===== DATA FOR PROCESSING =====

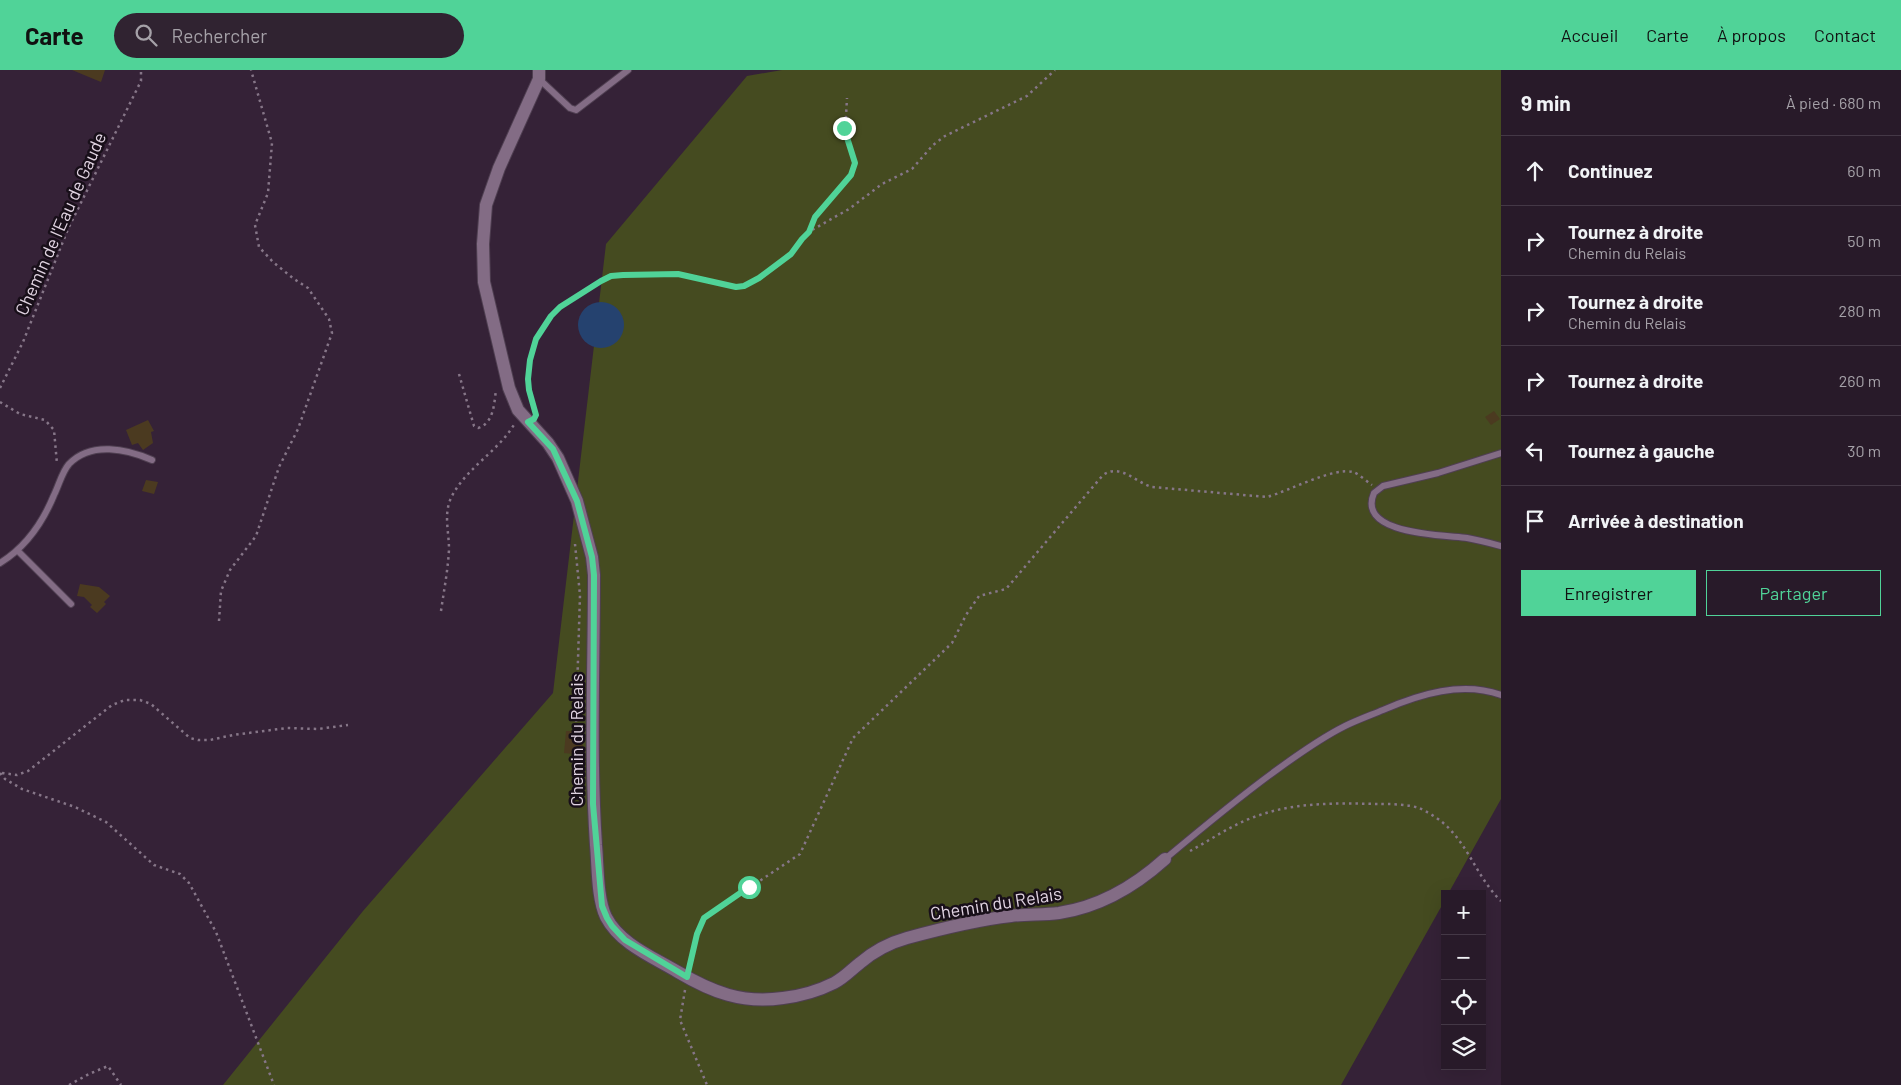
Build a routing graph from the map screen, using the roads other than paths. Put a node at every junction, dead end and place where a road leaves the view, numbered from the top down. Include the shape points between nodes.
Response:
1 (628, 70) edge
2 (539, 75) edge
3 (1501, 453) edge
4 (152, 460) dead end
5 (1501, 546) edge
6 (18, 550) junction
7 (0, 562) edge
8 (72, 604) dead end
9 (1501, 695) edge
10 (1165, 859) joint

1 - 2 lane via 576,110 570,108
2 - 10 street, Chemin du Relais via 491,187 482,244 484,282 505,378 518,410 558,458 577,501 592,557 593,804 602,906 612,926 625,940 687,977 725,995 760,1000 801,995 835,983 871,955 896,941 967,924 1009,916 1058,913 1095,903 1119,893
3 - 5 lane via 1377,489 1372,497 1372,507 1378,517 1403,530 1469,538
4 - 6 lane via 129,451 111,449 78,457 68,464 42,520
6 - 7 lane
6 - 8 lane
9 - 10 lane via 1456,689 1431,693 1403,701 1345,726 1313,744 1251,789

=====

• _YOUR INSTRUCTIONS_
The answer must reproduce every line of the records above exactly, with all pictures left out.

• _EXPECTED ANSWER_
Build a routing graph from the map screen, using the roads other than paths. Put a node at every junction, dead end and place where a road leaves the view, numbered from the top down. Include the shape points between nodes.
Response:
1 (628, 70) edge
2 (539, 75) edge
3 (1501, 453) edge
4 (152, 460) dead end
5 (1501, 546) edge
6 (18, 550) junction
7 (0, 562) edge
8 (72, 604) dead end
9 (1501, 695) edge
10 (1165, 859) joint

1 - 2 lane via 576,110 570,108
2 - 10 street, Chemin du Relais via 491,187 482,244 484,282 505,378 518,410 558,458 577,501 592,557 593,804 602,906 612,926 625,940 687,977 725,995 760,1000 801,995 835,983 871,955 896,941 967,924 1009,916 1058,913 1095,903 1119,893
3 - 5 lane via 1377,489 1372,497 1372,507 1378,517 1403,530 1469,538
4 - 6 lane via 129,451 111,449 78,457 68,464 42,520
6 - 7 lane
6 - 8 lane
9 - 10 lane via 1456,689 1431,693 1403,701 1345,726 1313,744 1251,789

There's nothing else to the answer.